B. Timeliness of the Petition

In 2010, petitioner was convicted in state court of second degree robbery. In 2011, he was sentenced to 13 years in state prison for that conviction. (Mot. to Dismiss ("MTD"), Ex. 1 at 5.). On March 29, 2012, the state appellate court affirmed his conviction. On June 13, 2012, the state supreme court denied his petition for review. On September 11, 2012, his conviction became final because the 90 days in which he could have filed a petition for certiorari in the U.S. Supreme Court had passed. At that point, petitioner had one year, that is, until September 12, 2013, to file a timely federal habeas petition. The petition he filed on June 14, 2013,1 nearly two months before the deadline, was timely.

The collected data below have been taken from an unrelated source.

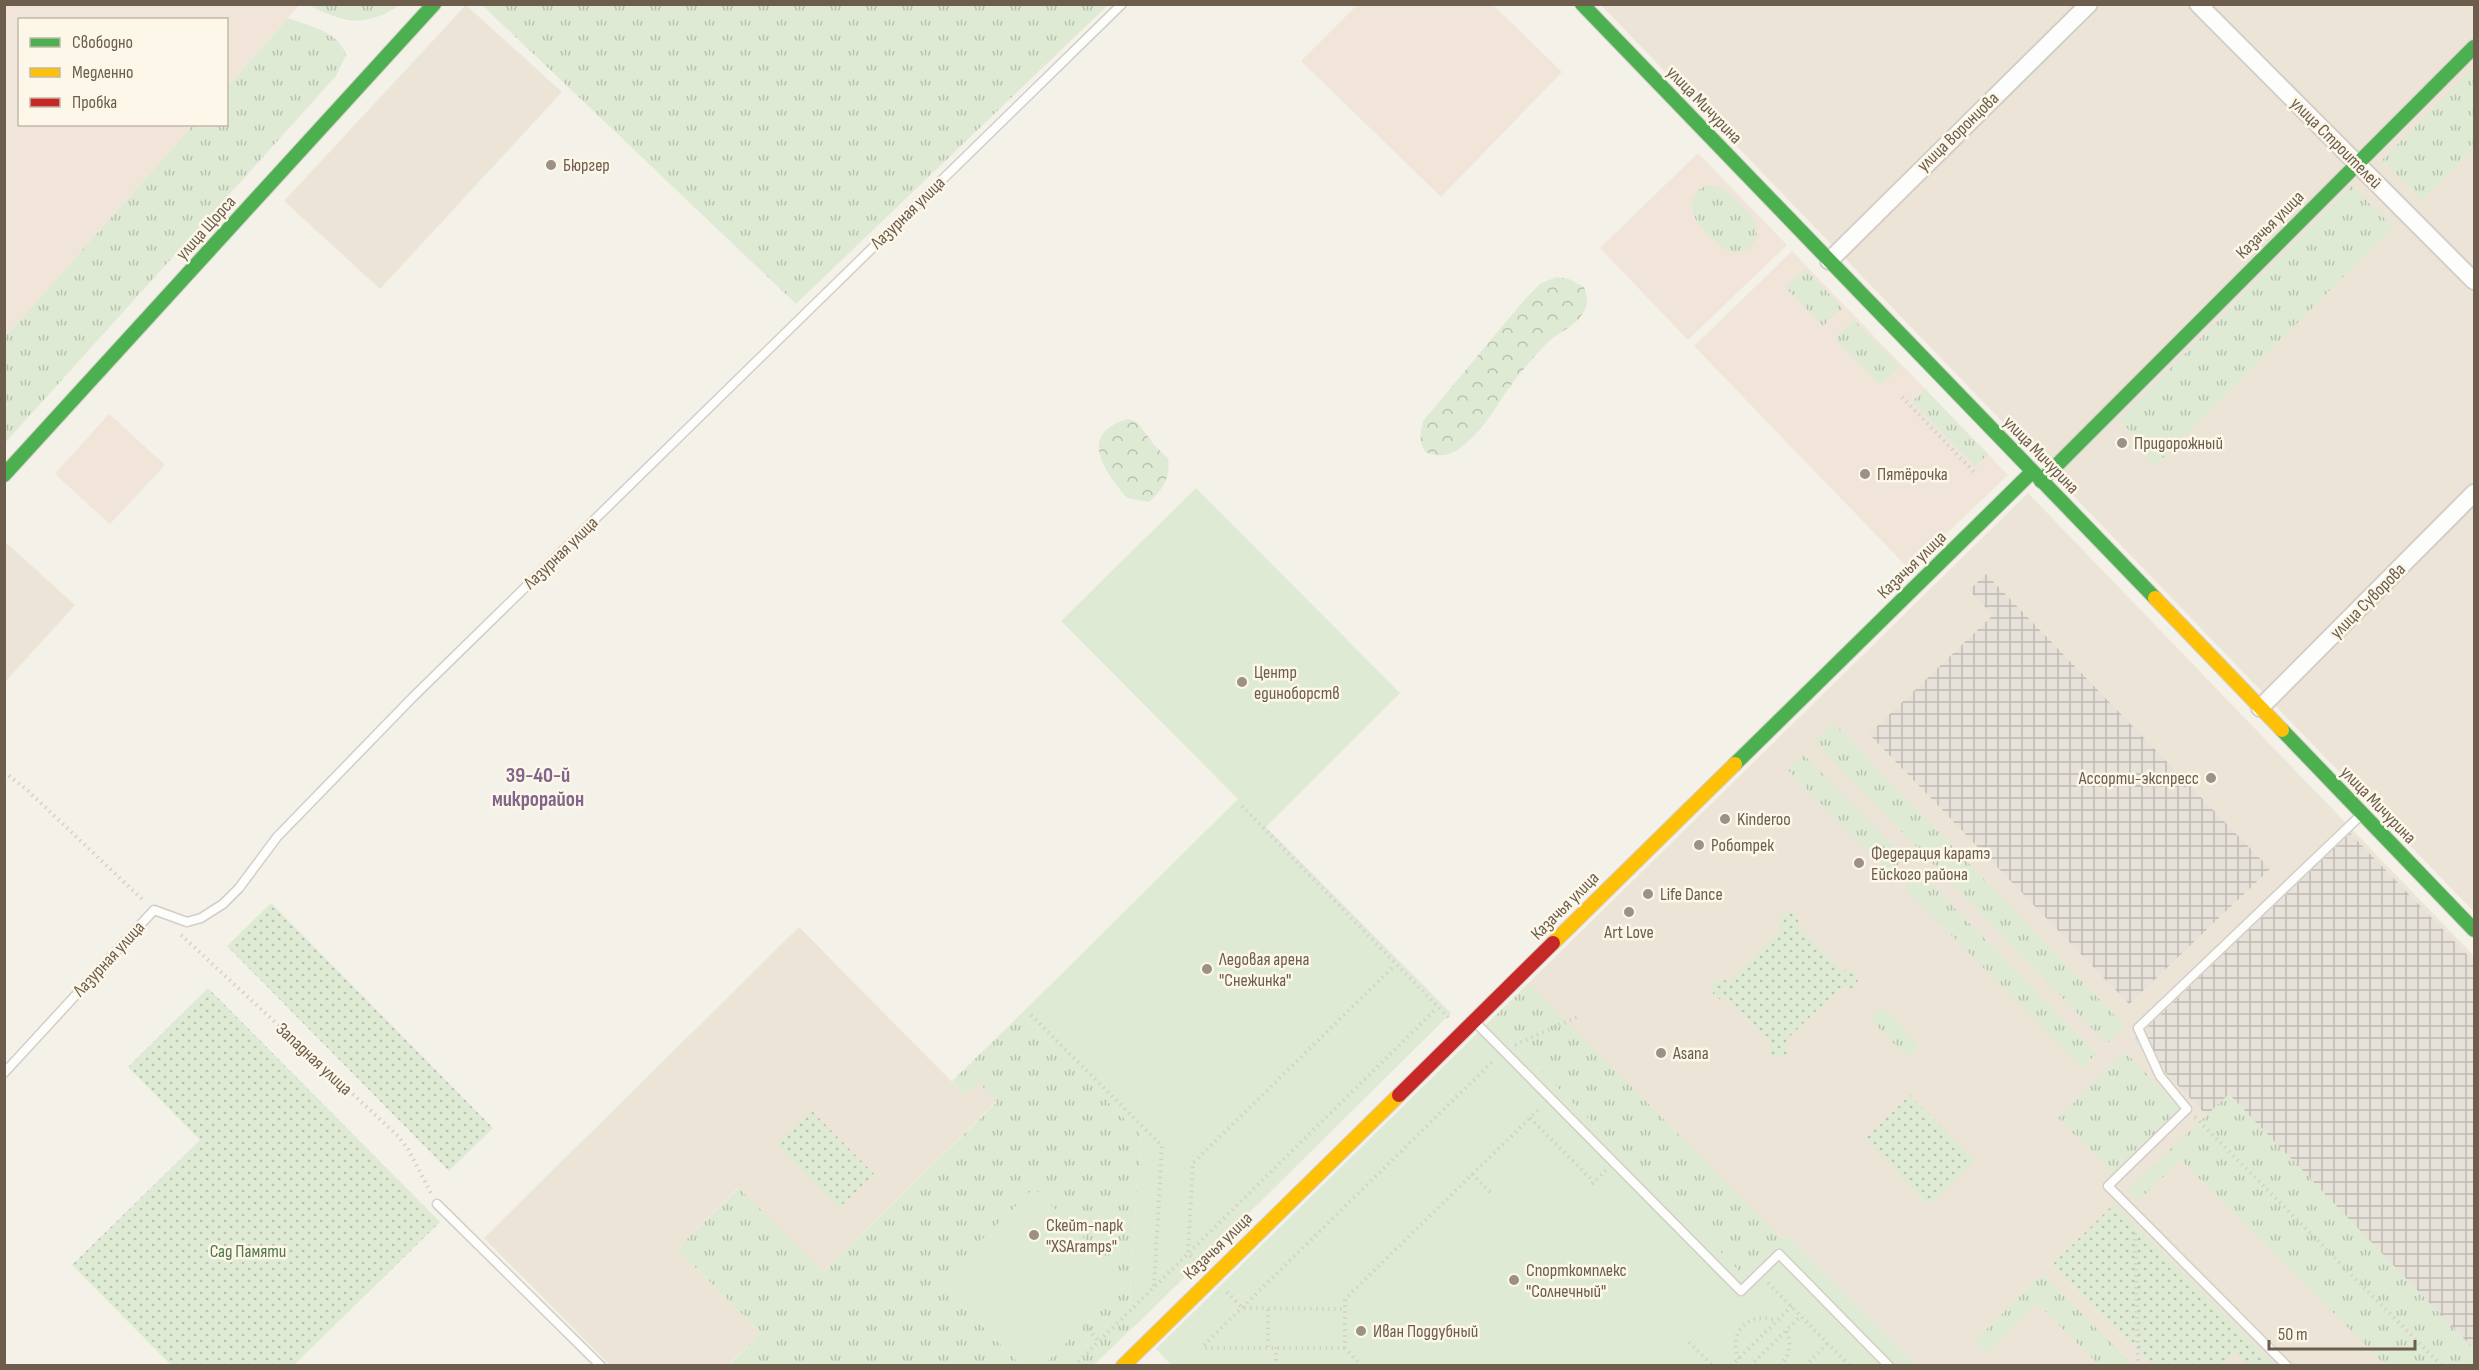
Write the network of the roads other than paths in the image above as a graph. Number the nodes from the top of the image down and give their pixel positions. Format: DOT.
graph roads {
  1 [pos="434,4"];
  2 [pos="1122,4"];
  3 [pos="2089,4"];
  4 [pos="2198,4"];
  5 [pos="1588,7"];
  6 [pos="2475,47"];
  7 [pos="2357,164"];
  8 [pos="1829,261"];
  9 [pos="2475,281"];
  10 [pos="4,475"];
  11 [pos="2037,476"];
  12 [pos="2475,493"];
  13 [pos="2260,708"];
  14 [pos="2362,814"];
  15 [pos="2475,930"];
  16 [pos="1474,1020"];
  17 [pos="4,1072"];
  18 [pos="436,1204"];
  19 [pos="601,1365"];
  20 [pos="1123,1365"];
  21 [pos="1889,1365"];
  22 [pos="2287,1365"];
  1 -- 10 [label="street, улица Щорса"];
  2 -- 17 [label="lane, Лазурная улица"];
  3 -- 8 [label="street, улица Воронцова"];
  4 -- 7 [label="street, улица Строителей"];
  5 -- 8 [label="street, улица Мичурина"];
  6 -- 7 [label="street, Казачья улица"];
  7 -- 9 [label="street, улица Строителей"];
  7 -- 11 [label="street, Казачья улица"];
  8 -- 11 [label="street, улица Мичурина"];
  11 -- 13 [label="street, улица Мичурина"];
  11 -- 16 [label="street, Казачья улица"];
  12 -- 13 [label="street, улица Суворова"];
  13 -- 14 [label="street, улица Мичурина"];
  14 -- 15 [label="street, улица Мичурина"];
  14 -- 22 [label="lane"];
  16 -- 20 [label="street, Казачья улица"];
  16 -- 21 [label="lane"];
  18 -- 19 [label="lane"];
}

The action was dismissed on August 15, 2013, however, because petitioner failed to pay the filing fee or file an application to proceed in forma pauperis ("IFP"). On September 25, petitioner filed a motion to reopen and an amended petition. On October 10, the Court denied the motion because the petition was not signed. After two years of silence, petitioner filed a signed amended petition and an IFP application on December 4, 2015. On December 14, the Court reopened the action, denied the IFP application, and directed the petitioner to pay the filing fee. On January 21, 2016, the Court dismissed the action because petitioner failed to pay the filing fee by the deadline. On February 2, the Court reopened the action at the request of petitioner, and set a new payment deadline. Petitioner timely paid the filing fee and the Court issued an order to show cause to respondent, who filed the present motion to dismiss.

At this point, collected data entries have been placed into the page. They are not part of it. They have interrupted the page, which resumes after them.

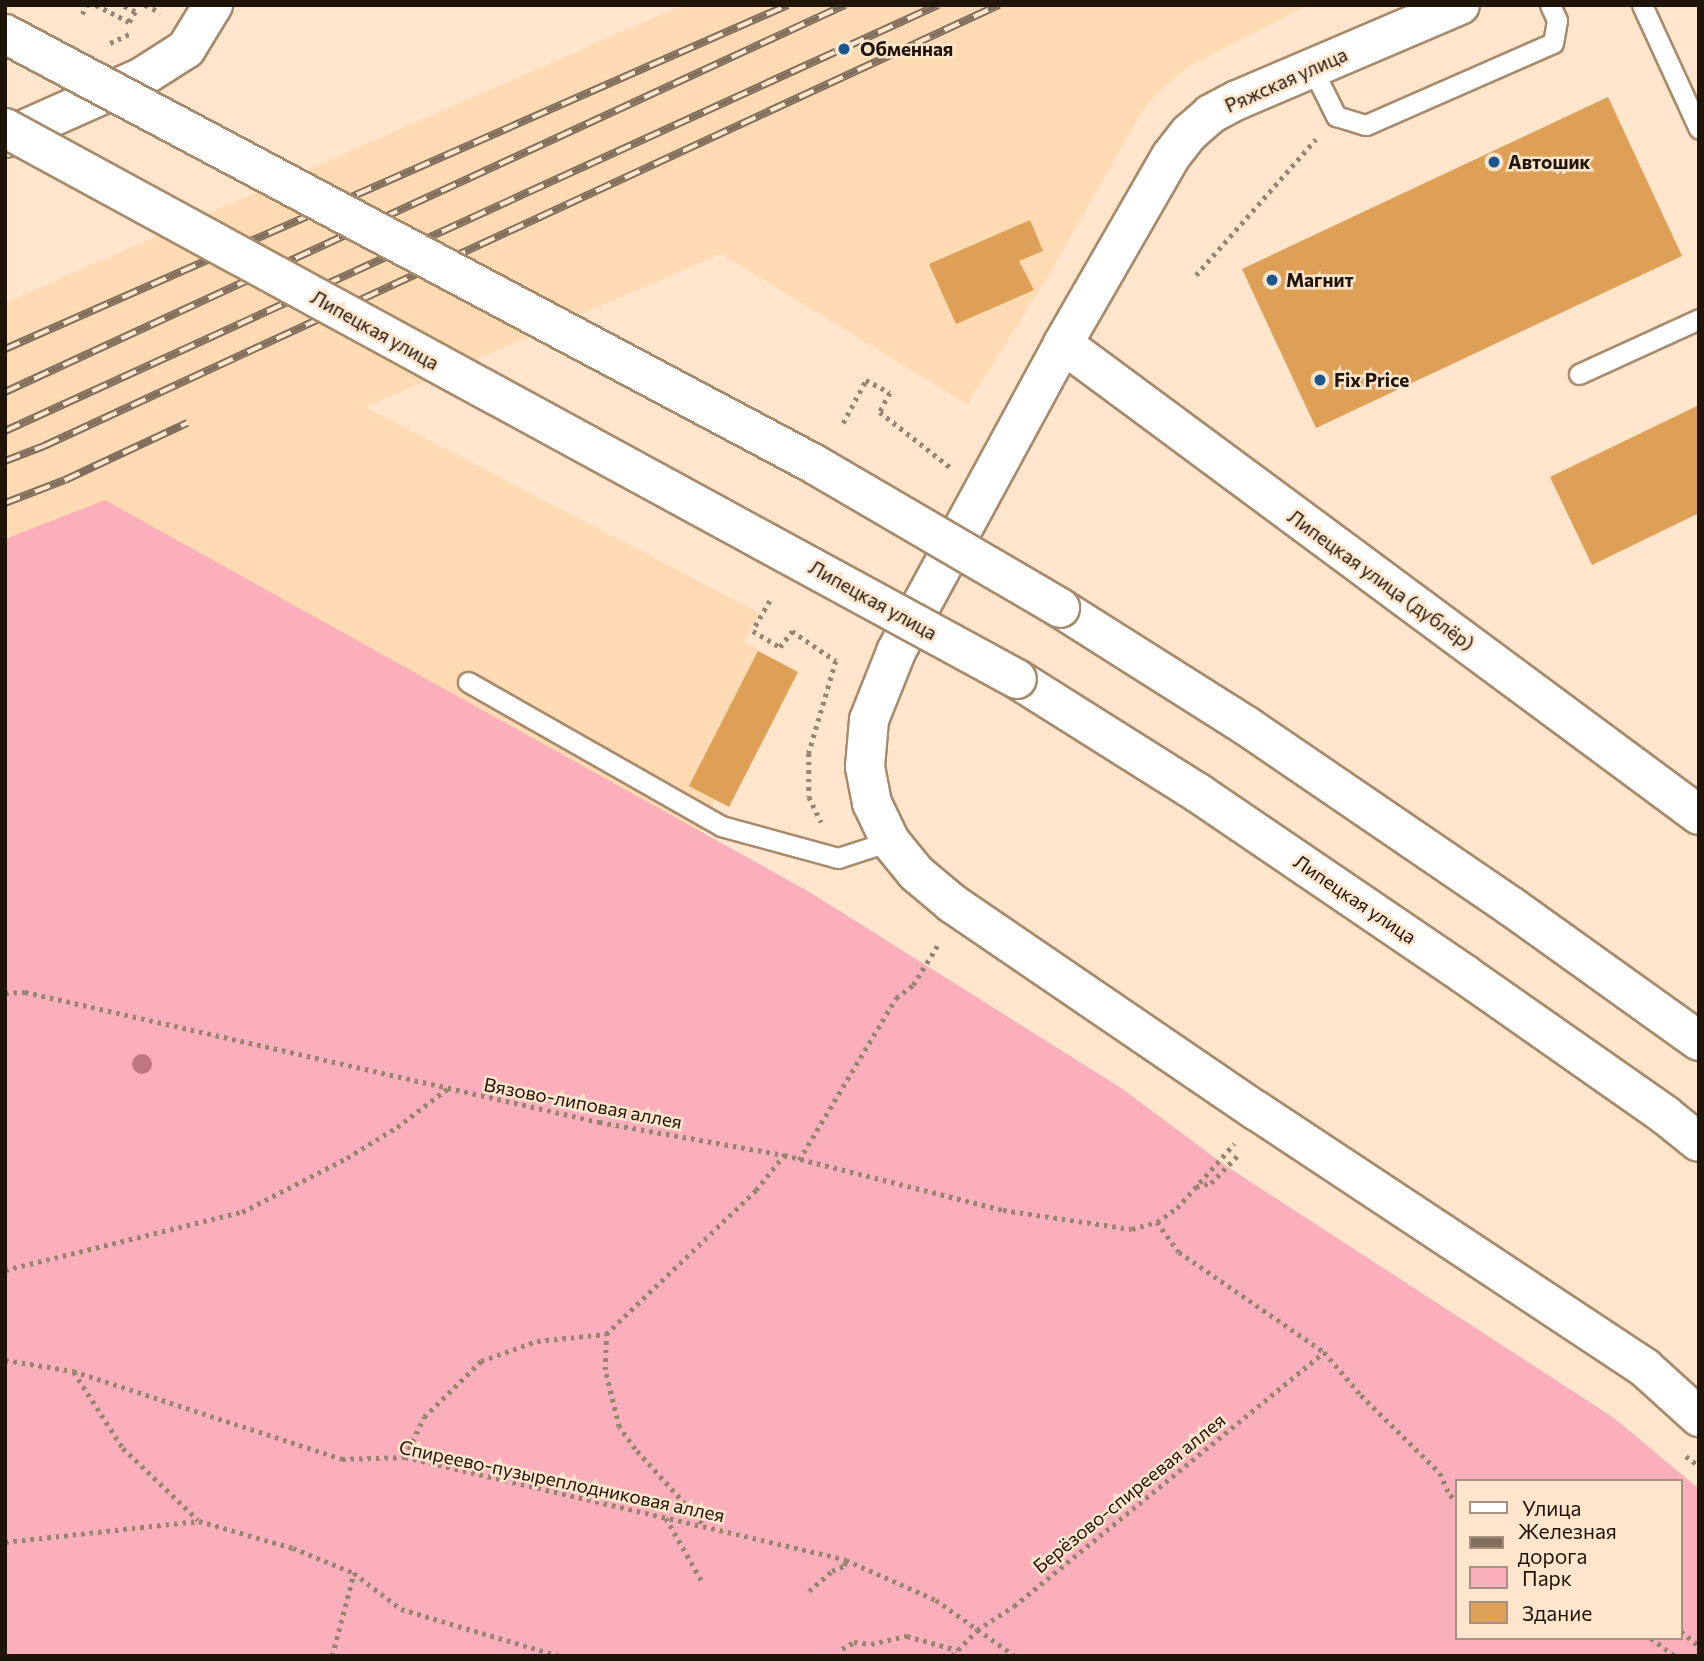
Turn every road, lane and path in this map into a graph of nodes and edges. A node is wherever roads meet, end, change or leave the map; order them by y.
1 (87, 5) edge
2 (96, 5) edge
3 (122, 5) edge
4 (145, 5) edge
5 (165, 5) edge
6 (214, 5) edge
7 (1460, 5) edge
8 (1550, 5) edge
9 (1642, 5) edge
10 (160, 12) junction
11 (82, 14) dead end
12 (150, 20) dead end
13 (5, 34) edge
14 (1312, 68) junction
15 (1336, 116) junction
16 (5, 128) edge
17 (1699, 129) edge
18 (5, 138) edge
19 (1196, 275) dead end
20 (1699, 319) edge
21 (1063, 344) junction
22 (1579, 374) dead end
23 (843, 423) dead end
24 (948, 466) dead end
25 (770, 601) dead end
26 (468, 682) dead end
27 (1699, 815) edge
28 (890, 841) junction
29 (838, 858) junction
30 (939, 943) dead end
31 (5, 993) edge
32 (1699, 1041) edge
33 (447, 1089) junction
34 (1257, 1111) junction
35 (1665, 1115) junction
36 (1699, 1142) edge
37 (1239, 1154) dead end
38 (784, 1155) junction
39 (1699, 1155) edge
40 (799, 1160) junction
41 (1195, 1187) junction
42 (1157, 1222) junction
43 (5, 1270) edge
44 (606, 1334) junction
45 (1324, 1353) junction
46 (5, 1360) edge
47 (1645, 1368) junction
48 (74, 1371) junction
49 (1699, 1378) edge
50 (1699, 1418) edge
51 (405, 1457) junction
52 (1456, 1500) edge
53 (666, 1518) junction
54 (199, 1521) junction
55 (703, 1524) junction
56 (5, 1542) edge
57 (846, 1560) junction
58 (354, 1573) junction
59 (703, 1583) dead end
60 (809, 1591) dead end
61 (976, 1630) junction
62 (1683, 1633) edge
63 (1654, 1640) edge
64 (1699, 1646) edge
65 (842, 1649) dead end
66 (957, 1650) junction
67 (332, 1656) edge
68 (559, 1656) edge
69 (952, 1656) edge
70 (1015, 1656) edge
71 (1675, 1656) edge

1 - 11 path
2 - 3 path
4 - 10 path
5 - 10 path
6 - 18 main road
7 - 14 main road, Ряжская улица
8 - 15 lane
9 - 17 lane
10 - 12 path
13 - 32 main road, bridge
14 - 15 lane
14 - 21 main road, Ряжская улица
15 - 19 path
16 - 35 main road, Липецкая улица, bridge
20 - 22 lane
21 - 27 main road, Липецкая улица (дублёр)
21 - 28 main road, Ряжская улица
23 - 24 path
25 - 29 path
26 - 29 lane
28 - 29 lane
28 - 34 main road, Ряжская улица
30 - 40 path
31 - 33 path, Вязово-липовая аллея
33 - 38 path, Вязово-липовая аллея
33 - 43 path
34 - 41 path
34 - 47 main road, Ряжская улица
35 - 36 main road, Липецкая улица
35 - 39 main road
37 - 41 path
38 - 40 path, Вязово-липовая аллея
38 - 44 path
40 - 42 path, Вязово-липовая аллея
41 - 42 path
42 - 45 path
44 - 51 path
44 - 55 path
45 - 52 path
45 - 61 path, Берёзово-спиреевая аллея
46 - 48 path, Спиреево-пузыреплодниковая аллея
47 - 49 main road
47 - 50 main road
48 - 51 path, Спиреево-пузыреплодниковая аллея
48 - 54 path
51 - 53 path, Спиреево-пузыреплодниковая аллея
53 - 55 path, Спиреево-пузыреплодниковая аллея
53 - 59 path
54 - 56 path
54 - 58 path
55 - 57 path, Спиреево-пузыреплодниковая аллея
57 - 60 path
57 - 61 path, Спиреево-пузыреплодниковая аллея
58 - 67 path
58 - 68 path
61 - 66 path, Берёзово-спиреевая аллея
61 - 70 path, Спиреево-пузыреплодниковая аллея
62 - 64 path
63 - 71 path
65 - 66 path
66 - 69 path, Берёзово-спиреевая аллея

The petition will be dismissed as untimely. There was no operative petition from October 2013 to December 2015. During that time, the federal limitations clock started ticking. By December 2015, the federal filing deadline had passed.

Tolling will not save the petition. Statutory tolling is not available. Such tolling is available for the time during which an application for state post-conviction or other collateral review is pending. Duncan v. Walker, 533 U.S. 167, 181-82 (2001). Because petitioner filed no such application, there is no tolling period to consider. The Court notes that federal petitions, such as the ones filed and dismissed during this action, do not qualify as applications for state post-conviction or other collateral review, and therefore they cannot toll the statutory period. Id.

Equitable tolling will not save the petition. First, petitioner filed no response to the motion to dismiss. Therefore, he has failed to show he is entitled to equitable tolling. Second, while the Court might grant equitable tolling for the short gaps in between case dismissals and reopenings, there is no present reason to grant it for the lengthy, unexplained two-year gap between October 2013 and December 2015. In that time, petitioner filed nothing and did not communicate with the Court. The petition will be dismissed.

CONCLUSION

For the reasons stated above, respondent's motion to dismiss the petition as untimely (Docket No. 19) is GRANTED. The petition is DISMISSED.

A certificate of appealability will not issue. Petitioner has not shown "that jurists of reason would find it debatable whether the petition states a valid claim of the denial of a constitutional right and that jurists of reason would find it debatable whether the district court was correct in its procedural ruling." Slack v. McDaniel, 529 U.S. 473, 484 (2000). The Clerk shall terminate Docket No. 19, enter judgment in favor of respondent, and close the file.

IT IS SO ORDERED.

FootNotes


1. Petitioner is entitled to this filing date, rather than the July 15, 2013 date listed in the docket. The Court assumes that he put the petition in the prison mail the day he signed it (June 14, 2013) and will use that as the filing date under the prisoner mailbox rule. See generally Houston v. Lack, 487 U.S. 266, 276 (1988).